Lors de votre entretien, vous nous avez fourni aucune explication susceptible de modifier notre appréciation de faits qui vous sont reprochés.

Dans ces conditions, nous vous notifiions par la présente votre licenciement pour faute lourde pour les motifs ci-après exposés.

Vous avez été engagé par la société GREEN INGENIERIE à compter du 6 janvier 2014 en qualité de responsable projet, catégorie Cadre, classé Position 3.1 Coefficient 400.

A votre niveau de responsabilité, nous sommes en droit d'attendre de votre part une loyauté exemplaire dans l'exercice de vos fonctions.

Nous vous reprochons de graves manquements mettant en cause votre loyauté et votre intention de nuire à la société GREEN INGENIERIE.

Nous avons été alertés par une baisse du chiffre d'affaires particulièrement conséquente et inexpliquée sur ces derniers mois ainsi que vos dires et ceux de votre collègue de travail, Monsieur

[L] [P], selon lesquels certains de nos dossiers ne seraient pas susceptibles d'être recouvrés alors même qu'ils avaient été facturés et ne présentaient aucun caractère litigieux,

Plusieurs de nos clients, que nous avons pris la précaution d'interroger, nous ont pourtant confirmé par la suite ne pas rencontrer la moindre difficulté dans le cadre de nos interventions.

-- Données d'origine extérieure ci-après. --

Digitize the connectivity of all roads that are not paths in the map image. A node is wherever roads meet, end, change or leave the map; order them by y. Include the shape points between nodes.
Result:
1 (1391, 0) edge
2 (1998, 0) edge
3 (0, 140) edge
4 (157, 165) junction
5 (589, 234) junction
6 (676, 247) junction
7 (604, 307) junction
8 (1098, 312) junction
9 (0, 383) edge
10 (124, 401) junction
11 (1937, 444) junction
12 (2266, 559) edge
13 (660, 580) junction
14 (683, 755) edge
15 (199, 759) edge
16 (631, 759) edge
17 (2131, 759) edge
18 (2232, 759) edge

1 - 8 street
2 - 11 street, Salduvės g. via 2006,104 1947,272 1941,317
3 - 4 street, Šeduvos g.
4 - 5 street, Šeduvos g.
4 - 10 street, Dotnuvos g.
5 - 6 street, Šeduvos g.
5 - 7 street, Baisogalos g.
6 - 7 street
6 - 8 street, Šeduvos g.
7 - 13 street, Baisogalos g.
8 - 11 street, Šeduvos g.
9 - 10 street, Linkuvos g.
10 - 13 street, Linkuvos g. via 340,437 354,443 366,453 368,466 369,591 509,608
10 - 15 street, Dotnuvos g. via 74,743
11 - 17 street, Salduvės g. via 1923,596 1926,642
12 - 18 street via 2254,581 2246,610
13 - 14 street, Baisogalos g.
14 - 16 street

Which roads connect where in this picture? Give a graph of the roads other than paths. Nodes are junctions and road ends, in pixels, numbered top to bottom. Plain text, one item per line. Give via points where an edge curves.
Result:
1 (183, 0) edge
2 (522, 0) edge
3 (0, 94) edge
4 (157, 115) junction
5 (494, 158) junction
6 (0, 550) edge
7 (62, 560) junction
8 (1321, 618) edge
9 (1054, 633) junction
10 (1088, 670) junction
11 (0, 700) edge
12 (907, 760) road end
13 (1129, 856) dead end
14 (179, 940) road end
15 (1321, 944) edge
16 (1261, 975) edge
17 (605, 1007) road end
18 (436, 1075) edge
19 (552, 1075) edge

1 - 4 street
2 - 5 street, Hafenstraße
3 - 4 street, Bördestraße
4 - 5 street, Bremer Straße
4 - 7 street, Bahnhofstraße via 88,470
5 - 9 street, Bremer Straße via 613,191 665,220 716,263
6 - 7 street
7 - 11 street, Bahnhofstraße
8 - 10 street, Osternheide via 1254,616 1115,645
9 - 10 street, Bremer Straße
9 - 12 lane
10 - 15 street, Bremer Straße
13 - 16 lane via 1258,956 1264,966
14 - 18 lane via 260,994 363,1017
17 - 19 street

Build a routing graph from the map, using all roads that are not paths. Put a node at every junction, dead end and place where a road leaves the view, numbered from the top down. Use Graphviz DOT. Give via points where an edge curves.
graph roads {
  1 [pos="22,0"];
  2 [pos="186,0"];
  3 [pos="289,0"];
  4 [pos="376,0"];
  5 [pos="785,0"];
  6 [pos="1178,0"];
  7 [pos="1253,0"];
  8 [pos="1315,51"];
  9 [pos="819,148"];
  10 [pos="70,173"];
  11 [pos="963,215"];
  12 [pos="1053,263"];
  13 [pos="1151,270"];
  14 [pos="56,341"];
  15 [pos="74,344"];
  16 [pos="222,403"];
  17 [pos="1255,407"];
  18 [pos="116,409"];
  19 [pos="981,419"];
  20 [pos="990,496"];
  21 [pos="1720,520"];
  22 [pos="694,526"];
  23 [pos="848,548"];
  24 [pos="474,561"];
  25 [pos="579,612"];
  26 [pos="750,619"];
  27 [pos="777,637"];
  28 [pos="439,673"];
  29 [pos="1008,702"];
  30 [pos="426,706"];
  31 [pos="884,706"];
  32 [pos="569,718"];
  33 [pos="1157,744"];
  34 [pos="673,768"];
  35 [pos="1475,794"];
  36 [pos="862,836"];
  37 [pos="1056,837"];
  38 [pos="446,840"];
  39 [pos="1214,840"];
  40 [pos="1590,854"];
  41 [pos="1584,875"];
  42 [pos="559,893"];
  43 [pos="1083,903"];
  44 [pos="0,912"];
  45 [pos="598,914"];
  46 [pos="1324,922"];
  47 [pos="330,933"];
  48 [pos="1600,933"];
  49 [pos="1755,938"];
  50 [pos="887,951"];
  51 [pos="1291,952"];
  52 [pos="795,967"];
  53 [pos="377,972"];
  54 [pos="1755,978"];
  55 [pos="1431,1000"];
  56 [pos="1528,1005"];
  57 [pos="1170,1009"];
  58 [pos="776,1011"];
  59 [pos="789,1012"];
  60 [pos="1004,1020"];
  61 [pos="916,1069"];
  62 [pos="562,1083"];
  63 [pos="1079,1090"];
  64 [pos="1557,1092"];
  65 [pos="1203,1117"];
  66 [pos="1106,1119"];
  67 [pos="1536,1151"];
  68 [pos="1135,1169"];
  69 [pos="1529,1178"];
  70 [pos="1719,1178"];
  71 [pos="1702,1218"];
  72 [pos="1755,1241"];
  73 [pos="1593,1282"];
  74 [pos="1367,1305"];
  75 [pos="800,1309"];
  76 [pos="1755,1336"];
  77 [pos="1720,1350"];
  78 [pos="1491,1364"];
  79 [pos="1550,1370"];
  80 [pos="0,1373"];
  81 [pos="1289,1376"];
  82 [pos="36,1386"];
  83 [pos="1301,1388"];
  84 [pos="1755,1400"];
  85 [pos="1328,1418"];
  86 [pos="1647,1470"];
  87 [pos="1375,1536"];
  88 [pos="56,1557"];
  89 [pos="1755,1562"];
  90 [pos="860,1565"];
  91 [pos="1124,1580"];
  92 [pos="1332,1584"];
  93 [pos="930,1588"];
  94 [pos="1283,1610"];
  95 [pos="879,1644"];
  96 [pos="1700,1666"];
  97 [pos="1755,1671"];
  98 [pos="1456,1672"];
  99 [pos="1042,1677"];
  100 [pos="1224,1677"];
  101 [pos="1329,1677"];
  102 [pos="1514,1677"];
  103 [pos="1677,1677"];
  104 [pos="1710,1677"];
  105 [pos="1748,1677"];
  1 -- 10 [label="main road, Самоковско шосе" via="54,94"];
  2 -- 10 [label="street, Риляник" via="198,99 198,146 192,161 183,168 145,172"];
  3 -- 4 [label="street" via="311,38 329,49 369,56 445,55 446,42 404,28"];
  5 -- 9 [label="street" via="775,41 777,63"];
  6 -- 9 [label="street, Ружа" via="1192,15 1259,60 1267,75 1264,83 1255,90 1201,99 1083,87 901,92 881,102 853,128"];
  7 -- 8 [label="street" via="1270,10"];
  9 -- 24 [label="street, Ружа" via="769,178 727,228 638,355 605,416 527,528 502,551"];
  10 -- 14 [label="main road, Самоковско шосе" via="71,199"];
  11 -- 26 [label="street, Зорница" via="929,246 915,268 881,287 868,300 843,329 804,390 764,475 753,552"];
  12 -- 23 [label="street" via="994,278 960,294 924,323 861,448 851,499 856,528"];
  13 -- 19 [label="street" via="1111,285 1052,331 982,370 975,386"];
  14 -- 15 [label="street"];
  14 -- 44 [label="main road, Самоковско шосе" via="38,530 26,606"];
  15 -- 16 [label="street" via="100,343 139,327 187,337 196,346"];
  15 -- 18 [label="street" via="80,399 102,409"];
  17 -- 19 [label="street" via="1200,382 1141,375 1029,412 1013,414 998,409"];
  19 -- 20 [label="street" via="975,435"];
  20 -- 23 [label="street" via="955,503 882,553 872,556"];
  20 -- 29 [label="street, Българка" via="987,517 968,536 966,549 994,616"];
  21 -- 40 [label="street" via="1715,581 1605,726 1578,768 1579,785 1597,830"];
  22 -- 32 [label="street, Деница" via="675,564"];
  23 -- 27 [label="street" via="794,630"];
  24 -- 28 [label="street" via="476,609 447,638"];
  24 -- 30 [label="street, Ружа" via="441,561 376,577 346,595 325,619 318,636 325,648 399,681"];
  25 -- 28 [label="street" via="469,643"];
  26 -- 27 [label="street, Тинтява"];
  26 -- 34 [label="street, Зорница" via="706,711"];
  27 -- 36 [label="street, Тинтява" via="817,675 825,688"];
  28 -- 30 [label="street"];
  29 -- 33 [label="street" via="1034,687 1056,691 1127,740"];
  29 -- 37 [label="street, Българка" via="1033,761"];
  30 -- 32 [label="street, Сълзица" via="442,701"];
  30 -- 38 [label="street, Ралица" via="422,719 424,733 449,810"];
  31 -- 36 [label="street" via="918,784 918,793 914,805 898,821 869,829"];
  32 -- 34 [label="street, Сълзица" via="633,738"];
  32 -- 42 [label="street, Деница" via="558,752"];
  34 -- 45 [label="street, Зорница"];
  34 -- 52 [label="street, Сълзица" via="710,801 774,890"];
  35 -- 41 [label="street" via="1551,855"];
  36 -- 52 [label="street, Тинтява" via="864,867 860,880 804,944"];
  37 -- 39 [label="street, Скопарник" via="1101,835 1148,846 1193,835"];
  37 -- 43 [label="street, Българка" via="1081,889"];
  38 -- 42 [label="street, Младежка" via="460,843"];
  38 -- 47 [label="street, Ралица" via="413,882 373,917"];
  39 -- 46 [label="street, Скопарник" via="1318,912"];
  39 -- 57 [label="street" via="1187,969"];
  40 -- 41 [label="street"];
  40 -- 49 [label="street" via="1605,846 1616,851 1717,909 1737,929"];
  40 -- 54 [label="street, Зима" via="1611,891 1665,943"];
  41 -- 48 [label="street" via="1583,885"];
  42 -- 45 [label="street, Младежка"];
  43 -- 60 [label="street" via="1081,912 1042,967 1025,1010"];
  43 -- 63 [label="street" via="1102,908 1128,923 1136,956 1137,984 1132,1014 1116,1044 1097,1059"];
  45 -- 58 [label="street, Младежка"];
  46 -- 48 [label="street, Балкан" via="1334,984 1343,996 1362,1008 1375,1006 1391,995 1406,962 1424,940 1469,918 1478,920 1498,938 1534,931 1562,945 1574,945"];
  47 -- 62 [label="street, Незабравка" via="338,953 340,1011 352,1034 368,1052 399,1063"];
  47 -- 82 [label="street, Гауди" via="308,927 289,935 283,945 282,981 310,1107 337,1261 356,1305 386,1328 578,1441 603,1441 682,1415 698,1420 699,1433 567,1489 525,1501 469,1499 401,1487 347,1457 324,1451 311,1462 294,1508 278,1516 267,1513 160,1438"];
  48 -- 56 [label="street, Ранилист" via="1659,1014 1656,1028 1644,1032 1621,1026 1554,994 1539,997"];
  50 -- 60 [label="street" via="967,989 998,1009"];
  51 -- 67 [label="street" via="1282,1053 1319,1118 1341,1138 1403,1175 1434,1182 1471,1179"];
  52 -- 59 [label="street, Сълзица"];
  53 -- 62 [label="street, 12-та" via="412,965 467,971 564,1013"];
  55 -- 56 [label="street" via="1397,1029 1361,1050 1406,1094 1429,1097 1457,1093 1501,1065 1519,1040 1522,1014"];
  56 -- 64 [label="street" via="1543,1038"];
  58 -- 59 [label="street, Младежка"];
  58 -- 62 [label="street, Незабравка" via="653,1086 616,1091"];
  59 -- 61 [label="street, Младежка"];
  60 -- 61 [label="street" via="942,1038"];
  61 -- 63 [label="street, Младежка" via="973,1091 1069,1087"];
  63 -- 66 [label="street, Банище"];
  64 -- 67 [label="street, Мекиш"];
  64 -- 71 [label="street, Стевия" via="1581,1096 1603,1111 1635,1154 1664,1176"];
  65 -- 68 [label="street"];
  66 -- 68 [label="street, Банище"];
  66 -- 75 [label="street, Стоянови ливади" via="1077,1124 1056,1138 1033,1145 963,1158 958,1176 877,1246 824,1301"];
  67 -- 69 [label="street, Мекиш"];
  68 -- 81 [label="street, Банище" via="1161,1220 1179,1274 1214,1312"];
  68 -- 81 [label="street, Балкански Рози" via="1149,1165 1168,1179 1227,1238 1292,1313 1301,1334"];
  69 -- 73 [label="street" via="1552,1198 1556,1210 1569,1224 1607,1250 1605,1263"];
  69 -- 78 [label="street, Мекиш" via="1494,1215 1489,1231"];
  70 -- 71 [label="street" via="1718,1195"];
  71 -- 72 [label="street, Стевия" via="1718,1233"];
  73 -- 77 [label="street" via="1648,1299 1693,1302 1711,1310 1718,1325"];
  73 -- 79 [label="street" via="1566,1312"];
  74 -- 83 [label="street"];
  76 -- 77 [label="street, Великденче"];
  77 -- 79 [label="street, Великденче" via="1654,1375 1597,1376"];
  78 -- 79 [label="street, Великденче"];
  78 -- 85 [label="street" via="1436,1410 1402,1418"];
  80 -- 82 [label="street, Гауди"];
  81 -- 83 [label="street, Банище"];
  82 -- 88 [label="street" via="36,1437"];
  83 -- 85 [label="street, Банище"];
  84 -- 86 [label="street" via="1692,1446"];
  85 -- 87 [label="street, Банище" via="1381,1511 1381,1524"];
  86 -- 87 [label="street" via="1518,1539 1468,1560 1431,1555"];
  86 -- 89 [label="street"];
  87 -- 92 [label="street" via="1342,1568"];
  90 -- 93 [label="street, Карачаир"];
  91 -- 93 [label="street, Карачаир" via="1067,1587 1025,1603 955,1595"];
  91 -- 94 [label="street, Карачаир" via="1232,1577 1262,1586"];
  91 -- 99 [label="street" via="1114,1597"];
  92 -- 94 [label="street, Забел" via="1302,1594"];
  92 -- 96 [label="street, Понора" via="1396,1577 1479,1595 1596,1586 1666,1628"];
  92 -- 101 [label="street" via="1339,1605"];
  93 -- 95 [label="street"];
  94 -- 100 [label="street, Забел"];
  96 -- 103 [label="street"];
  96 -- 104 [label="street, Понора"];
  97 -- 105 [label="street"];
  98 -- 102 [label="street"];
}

La situation est devenue plus préoccupante lorsque certains de nos clients nous ont appris que vous les aviez sollicités avec Monsieur [P] non pas au nom de la société GREEN INGENIERIE mais à titre personnel en leur annonçant la création d'une structure qui viendrait se substituer à GREEN INGENIERIE.

Alertés par ces informations et surtout par votre comportement contradictoire sollicitant tout à la fois une rupture conventionnelle de votre contrat et 'uvrant parallèlement auprès du Tribunal de Commerce pour « dénoncer » une situation mensongère et tronquée, nous avons donc mené des investigations complémentaires qui nous ont conduit à procéder à des opérations de constat par voie d'huissier.

Maître [G], l'huissier de justice que nous avons sollicité, a identifié plusieurs documents relatifs à la création ou au projet de création de la société dont vous et Monsieur [P] également salarié de la société GREEN INGENIERIE, êtes à l'origine.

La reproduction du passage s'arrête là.